Sur le terrain, le logiciel syndical continue parfois de s’admettre comme seul légitime à porter la contestation de la rue, en témoignent les réactions outrées de syndicats qui considèrent, suite à cet affrontement avec les autonomes ce samedi, qu’on leur a “volé la fête des travailleurs”, comme si le 1er mai n’appartenait qu’à eux. Bien que de plus en plus de personnes admettent les pratiques plus radicales telles que celles du cortège de tête, y compris dans les rangs syndicaux. Ce rejet assez généralisé de l’usage de la violence au sein du rapport de forces, trouve son répondant du côté de nombre de barricadier·es dans une véritable répulsion envers les centrales syndicales.

Les organisations syndicales dont les têtes bureaucratisées ne reflètent plus que superficiellement la base, seraient allées de renoncements en renoncements sur le terrain politique, et sont accusées d’avoir délaissé la revendication active des droits des travailleurs et travailleuses au profit d’une politique de négociations sectorielles sur chaque nouvelle réforme visant à opérer la régression de ces droits. La chute continue du taux de syndicalisation (passé de 30% au sortir de la 2ème guerre mondiale à 10% aujourd’hui) s’explique autant par l’histoire de ces renoncements qu’elle vient y contribuer et les rendre toujours plus inéluctables. Aussi est-il tout à fait logique de voir les rangs des cortèges de tête se grossir, et de plus en plus de personnes verser dans des modalités de lutte jugées plus efficaces au sein du rapport de forces.

L’impossible conciliation entre un logiciel syndical qui ne remettrait pas en question ses moyens de lutte et une vision anti-légaliste de la contestation, a déjà pu fournir un exemple culminant avec le mouvement des gilets jaunes, composé et scindé de fait par ces deux visions et l’inéluctable question de l’usage de la violence, ou tout du moins d’une forme de radicalité non légaliste. Aussi, les grandes centrales syndicales, oublieuses de certains pans de leur histoire et fermement campées sur leurs pratiques actuelles, sont passées à côté d’un véritable potentiel populaire et n’ont jamais pu faire levier de cette massification du mouvement social.

De l’autre côté, les mouvances qui composent le cortège de tête peuvent également, au fil de la radicalisation et de la brutalisation du maintien de l’ordre, s’interroger sur la productivité d’un usage systématiquement désordonné de la violence. S’il est évident qu’une contestation massive et violente – comme l’ont été les actes fondateurs des gilets jaunes – est tout à fait à même de porter un message fort au pouvoir, la déclinaison systématique de la violence ou de la dégradation au sein des manifestations peut poser question, tant par les risques qu’elle fait peser sur les manifestant·es dans le cadre d’une manifestation majoritairement syndicale, que par un effet contre-productif de la violence – qu’elle soit policière ou contestataire – sur la massification toujours nécessaire des mouvements sociaux. Au demeurant, la réaction du pouvoir face au message contestataire violent relève plus de la multiplication d’efforts de communication stigmatisants et d’une brutalisation de la répression et de la surveillance, que d’un recul sur ses velléités réformatrices néolibérales.

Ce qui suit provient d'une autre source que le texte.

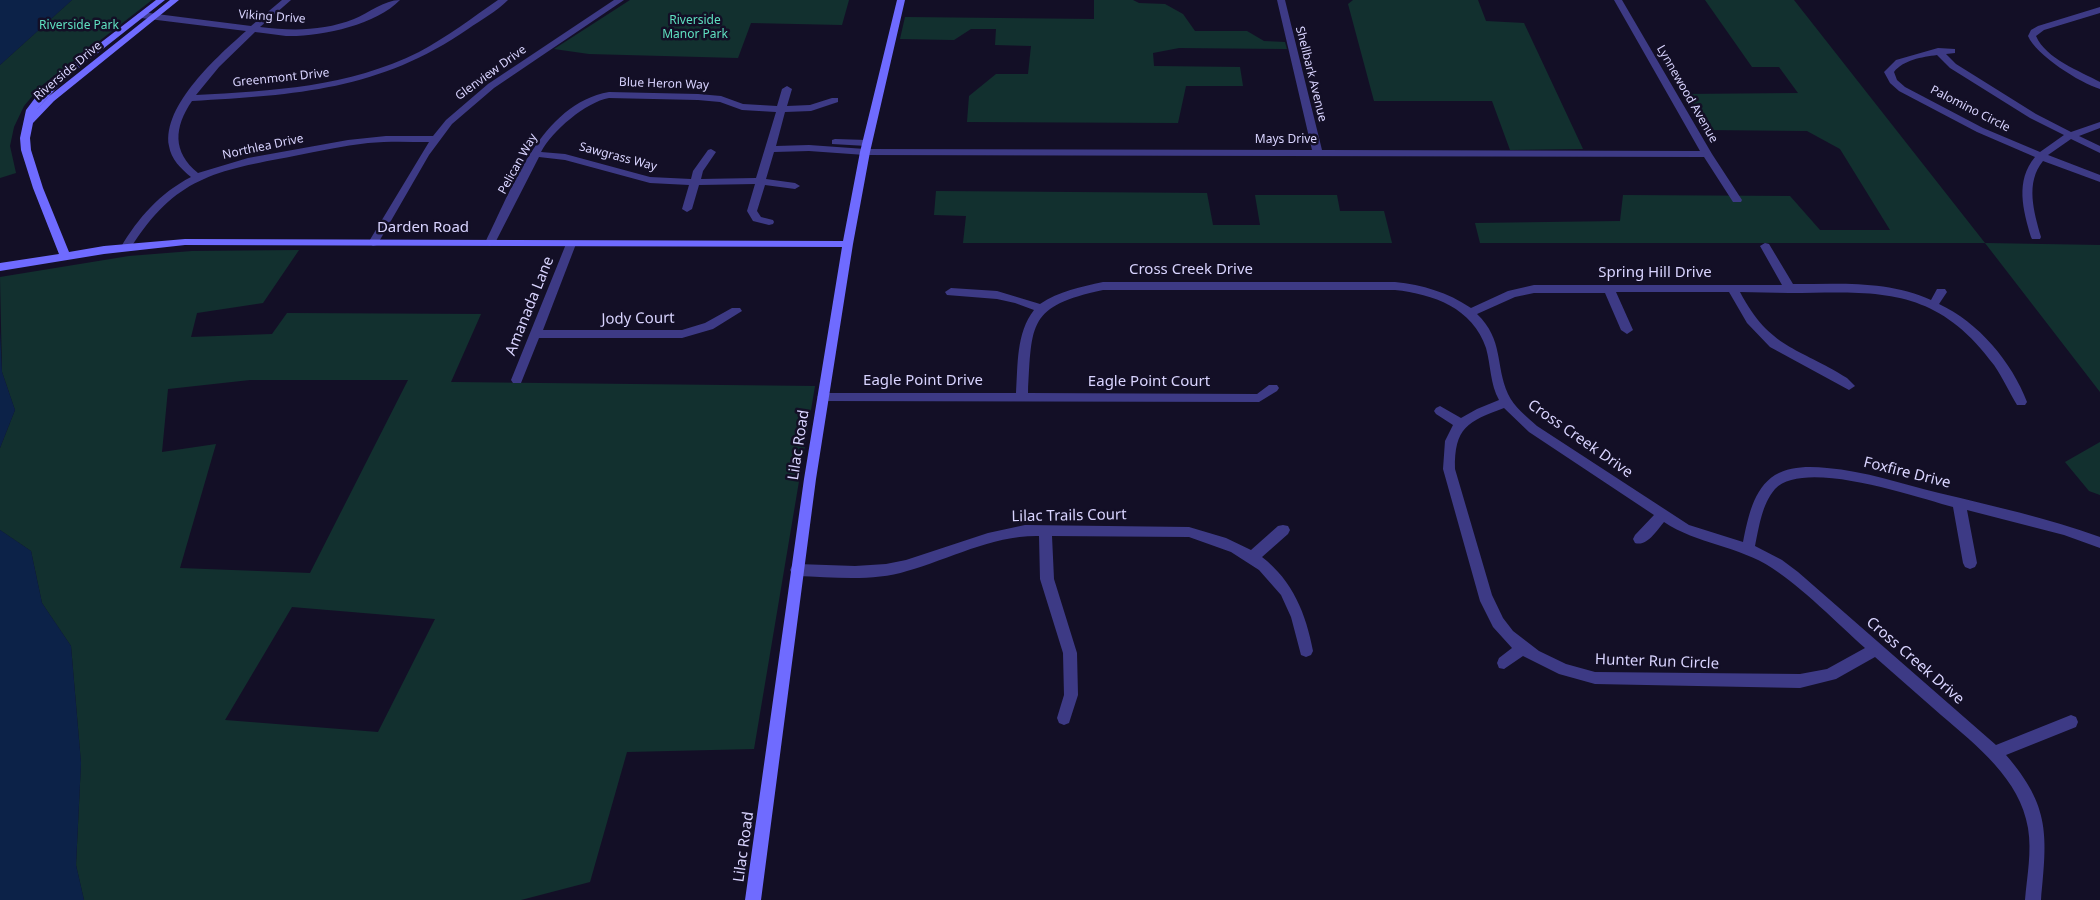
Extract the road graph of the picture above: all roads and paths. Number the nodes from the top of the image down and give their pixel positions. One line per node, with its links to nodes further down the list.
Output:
1 (161, 0): 11 (street, Riverside Drive)
2 (175, 0): 12 (street, Riverside Drive)
3 (287, 0): 13 (street)
4 (396, 0): 13 (street, Viking Drive)
5 (504, 0): 19 (street, Greenmont Drive)
6 (620, 0): 25 (street, Glenview Drive)
7 (901, 0): 27 (street, Lilac Road)
8 (1281, 0): 30 (street, Shellbark Avenue)
9 (1618, 0): 32 (street, Lynnewood Avenue)
10 (2100, 10): 16 (street)
11 (141, 15): 12 (street, Viking Drive); 23 (street, Riverside Drive)
12 (154, 17): 13 (street, Viking Drive); 23 (street, Riverside Drive)
13 (252, 29): 19 (street)
14 (1938, 51): 15 (street, Palomino Circle); 24 (street, Palomino Circle); 33 (street, Palomino Circle)
15 (1952, 51)
16 (2100, 86)
17 (787, 89): 21 (street)
18 (609, 95): 21 (street, Blue Heron Way); 31 (street, Pelican Way)
19 (189, 98): 34 (street)
20 (835, 100): 21 (street, Blue Heron Way)
21 (781, 109): 26 (street)
22 (2100, 125): 24 (street)
23 (27, 126): 49 (street, Riverside Drive)
24 (2070, 136): 28 (street, Palomino Circle); 33 (street)
25 (435, 139): 34 (street, Northlea Drive); 43 (street, Glenview Drive)
26 (772, 145): 27 (street, Mays Drive); 37 (street)
27 (866, 147): 30 (street, Mays Drive); 46 (street, Lilac Road)
28 (2100, 150)
29 (710, 152): 36 (street)
30 (1318, 153): 32 (street, Mays Drive)
31 (535, 154): 36 (street, Sawgrass Way); 44 (street, Pelican Way)
32 (1707, 154): 39 (street, Lynnewood Avenue)
33 (2042, 156): 35 (street, Palomino Circle); 42 (street)
34 (197, 177): 48 (street, Northlea Drive)
35 (2100, 179)
36 (695, 182): 37 (street, Sawgrass Way); 40 (street)
37 (760, 182): 38 (street, Sawgrass Way); 41 (street)
38 (796, 186)
39 (1737, 200)
40 (687, 208)
41 (769, 222)
42 (2036, 237)
43 (373, 243): 44 (street, Darden Road); 48 (street, Darden Road)
44 (490, 243): 45 (street, Darden Road)
45 (572, 244): 46 (street, Darden Road); 61 (street, Amanada Lane)
46 (848, 244): 65 (street, Lilac Road)
47 (1765, 246): 53 (street)
48 (126, 247): 49 (street, Darden Road)
49 (65, 255): 50 (street, Darden Road)
50 (0, 266)
51 (1608, 288): 52 (street, Spring Hill Drive); 59 (street, Spring Hill Drive); 60 (street)
52 (1732, 288): 53 (street, Spring Hill Drive); 63 (street)
53 (1790, 289): 56 (street, Spring Hill Drive)
54 (951, 292): 57 (street)
55 (1941, 292): 56 (street)
56 (1933, 305): 68 (street, Spring Hill Drive)
57 (1041, 308): 59 (street, Cross Creek Drive); 66 (street, Cross Creek Drive)
58 (736, 311): 61 (street, Jody Court)
59 (1470, 313): 67 (street, Cross Creek Drive)
60 (1627, 330)
61 (535, 334): 62 (street, Amanada Lane)
62 (517, 380)
63 (1849, 386)
64 (1273, 388): 66 (street, Eagle Point Court)
65 (824, 397): 66 (street, Eagle Point Drive); 80 (street, Lilac Road)
66 (1022, 398)
67 (1507, 402): 70 (street, Hunter Run Circle); 72 (street, Cross Creek Drive)
68 (2021, 402)
69 (1440, 411): 70 (street)
70 (1461, 424): 81 (street, Hunter Run Circle)
71 (1958, 503): 76 (street, Foxfire Drive); 77 (street, Foxfire Drive); 79 (street)
72 (1662, 515): 75 (street); 77 (street, Cross Creek Drive)
73 (1046, 530): 78 (street, Lilac Trails Court); 80 (street, Lilac Trails Court); 85 (street)
74 (1283, 530): 78 (street)
75 (1640, 540)
76 (2100, 543)
77 (1748, 548): 82 (street, Cross Creek Drive)
78 (1252, 557): 83 (street, Lilac Trails Court)
79 (1970, 563)
80 (798, 570): 88 (street, Lilac Road)
81 (1523, 647): 82 (street, Hunter Run Circle); 84 (street)
82 (1876, 649): 87 (street, Cross Creek Drive)
83 (1306, 651)
84 (1504, 663)
85 (1064, 718)
86 (2071, 722): 87 (street)
87 (1994, 753): 89 (street, Cross Creek Drive)
88 (753, 900)
89 (2033, 900)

Ce 1er mai 2021, c’est cette ligne de fracture qui est venue s’illustrer de manière malheureusement triviale dans les affrontements qui se sont produits entre le service d’ordre de la CGT et des personnes composant le cortège de tête, des tensions ayant émané suite à l’action violente et répétée des forces de l’ordre sur la manifestation. Le service d’ordre de la CGT, accusé de collaboration avec les forces de l’ordre pour ne pas s’être rendu suffisamment solidaire du bloc, après de nouvelles tensions sur la place de la Nation a finalement fait usage de violence en utilisant bombes au poivre et matraques contre des manifestant·es venu·es demander des comptes de manière plutôt virulente. Et qui, largement plus en nombre, se sont à leur tour lâché·es dans la violence sur les membres du service d’ordre et les camions de la CGT, offrant un spectacle facile à récupérer et à stigmatiser par la classe politique comme par des syndicats trouvant ainsi matière à se victimiser. La stratégie du préfet Lallement façon État policier, c’est donc du tout bénef pour le pouvoir. Le fait tragique est ainsi violemment mis en lumière : ce sont des travailleurs et travailleuses qui se sont affronté·es, offrant le reflet du capitalisme néolibéral dans lequel ils et elles évoluent, celui de la concurrence et de la division visant à individualiser la force de travail afin de l’empêcher de se massifier. Triste spectacle.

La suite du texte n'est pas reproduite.